ABSTRACT

Shakespeare’s Henry V gives us perhaps the playwright’s most complete portrait of political leadership.1 In the course of the play, we see King Henry do practically everything a leader must do to be successful in public life: decide, threaten, inspire, negotiate, pass judgment, make war, even woo and seduce (in French, no less). Yet if Henry is Shakespeare’s most comprehensive study in political leadership, he is by no means the most straightforward. Shakespeare’s interpreters have long been divided over the question of how the playwright means us to take the king.
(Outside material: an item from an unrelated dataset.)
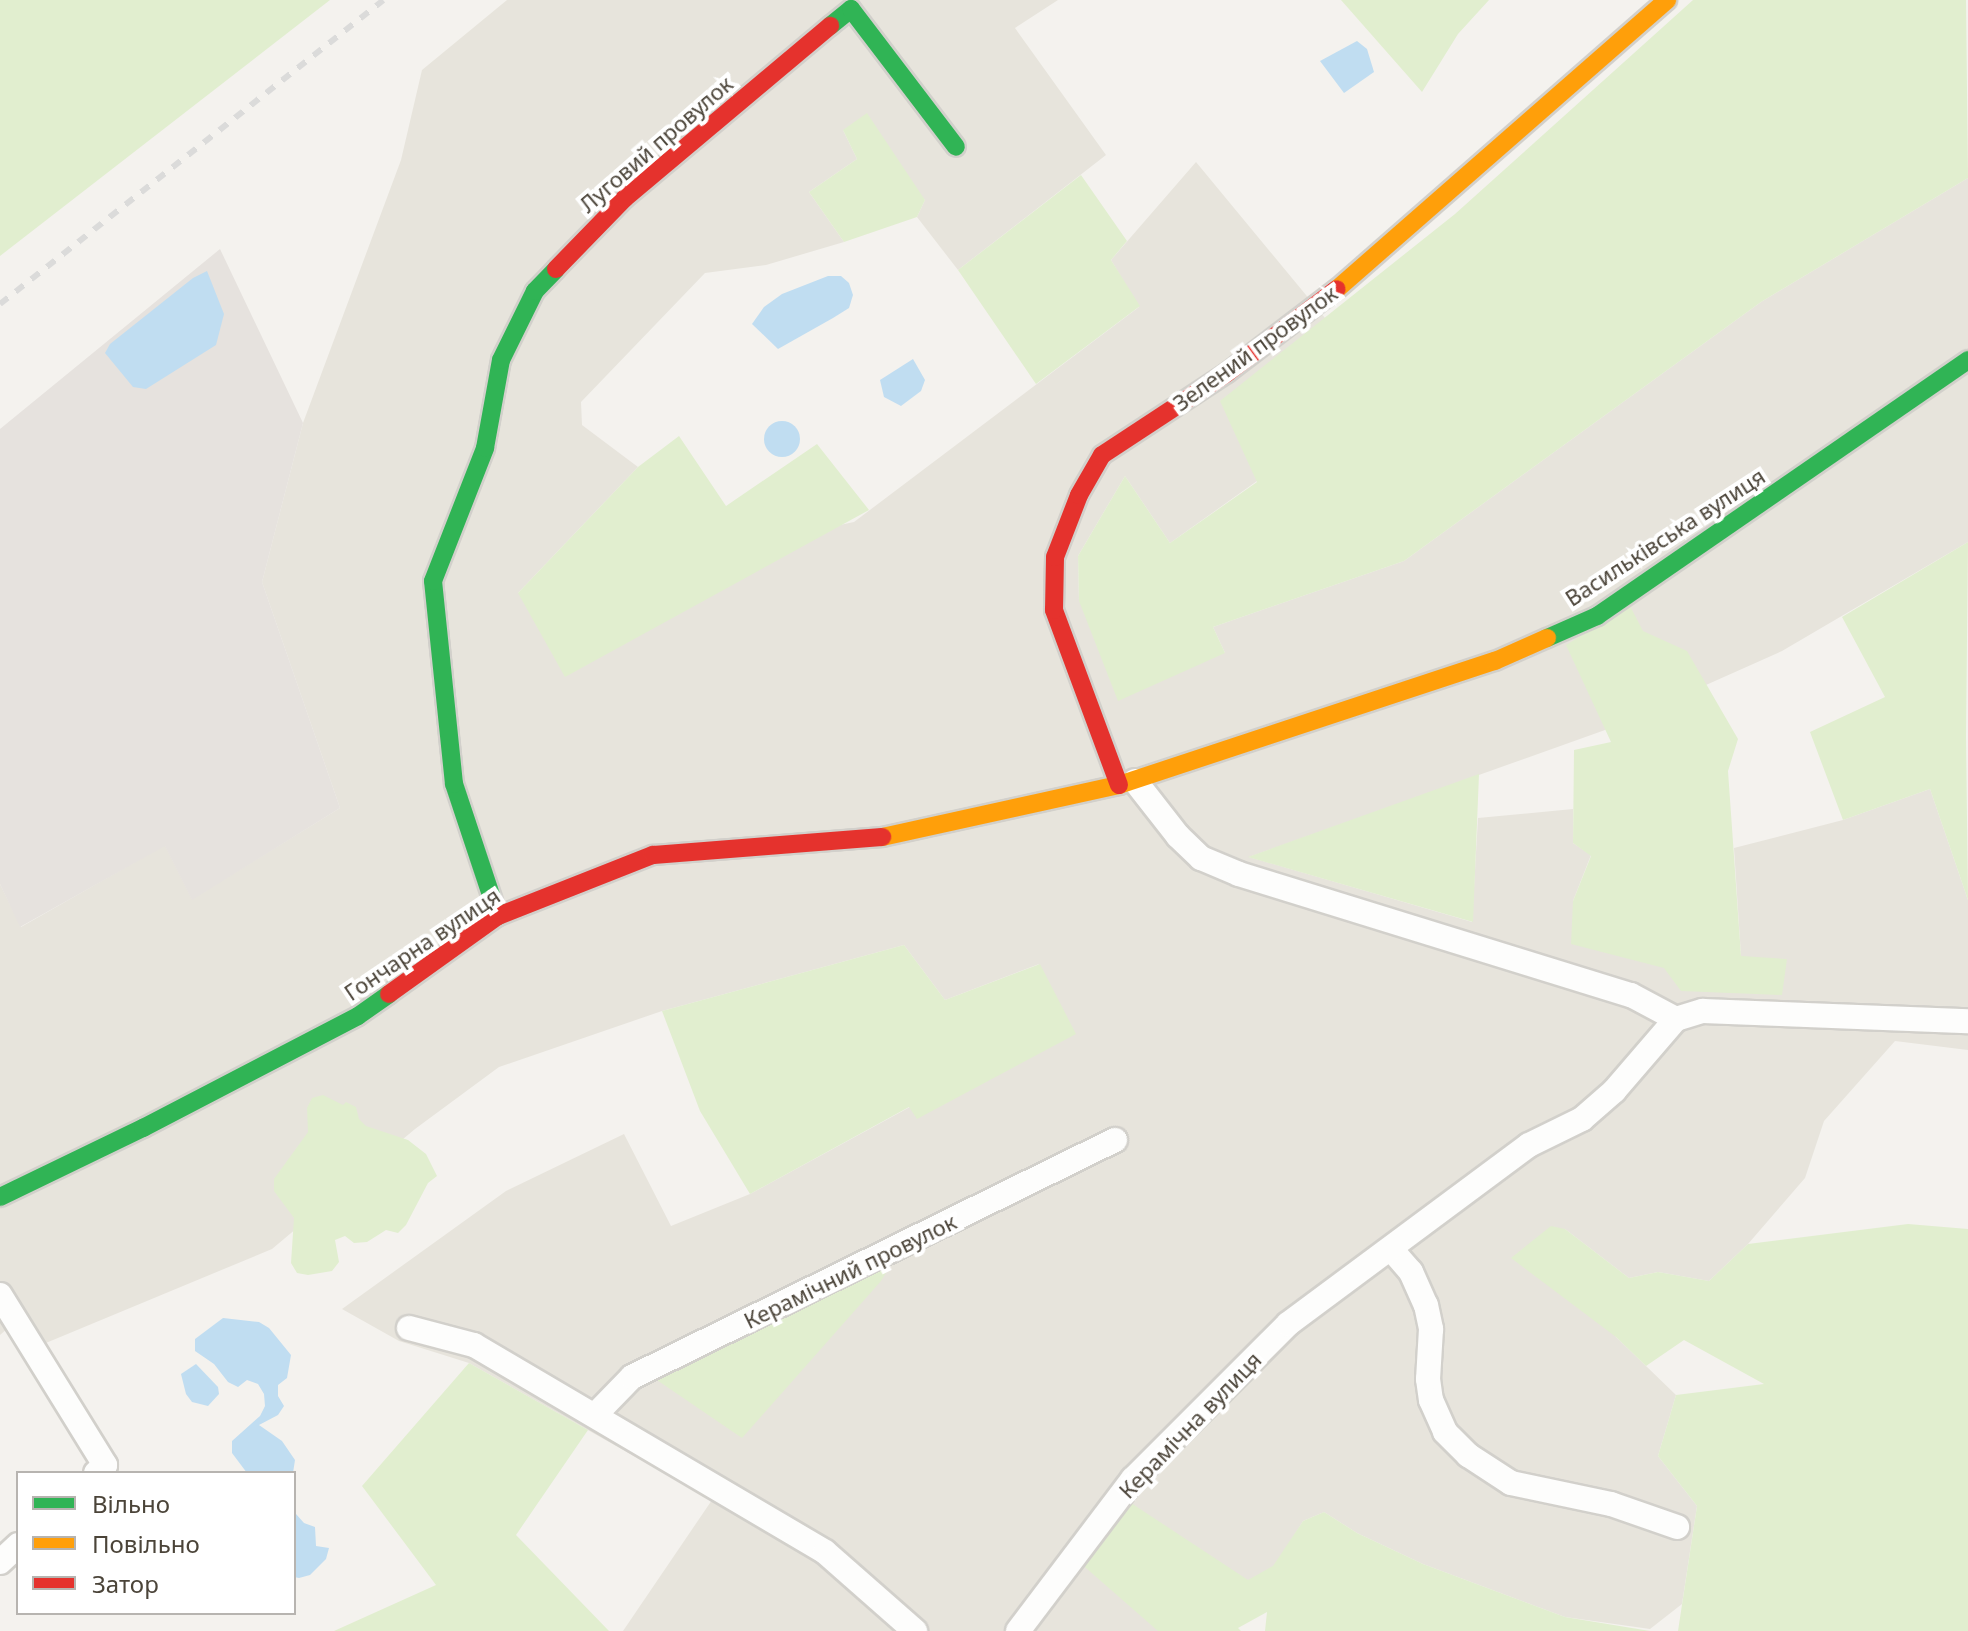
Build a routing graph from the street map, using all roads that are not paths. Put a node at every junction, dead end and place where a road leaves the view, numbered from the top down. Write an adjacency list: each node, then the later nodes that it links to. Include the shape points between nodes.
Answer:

As Norman Rabkin noted in an influential essay, one school of thought epitomizes Henry as the ideal ruler, whose bold and inspiring leadership leads England to victory over nearly impossible odds; the other school reads the play as subtly disclosing beneath the king’s outwardly honorable façade a calculating Machiavel.2 Rabkin proposes a third possibility: that Shakespeare means us to view Henry as both at the same time-that he is, in Rabkin’s memorable phrase, a kind of “rabbit/duck,” resembling the optical illusion that shifts back and

forth between two alternative interpretations without ever definitively affirming or denying either perspective. This last reading, though not wholly satisfying, nevertheless puts its finger directly on the central difficulty of evaluating the character of Shakespeare’s most complete political leader, and consequently also of evaluating the task of political leadership itself.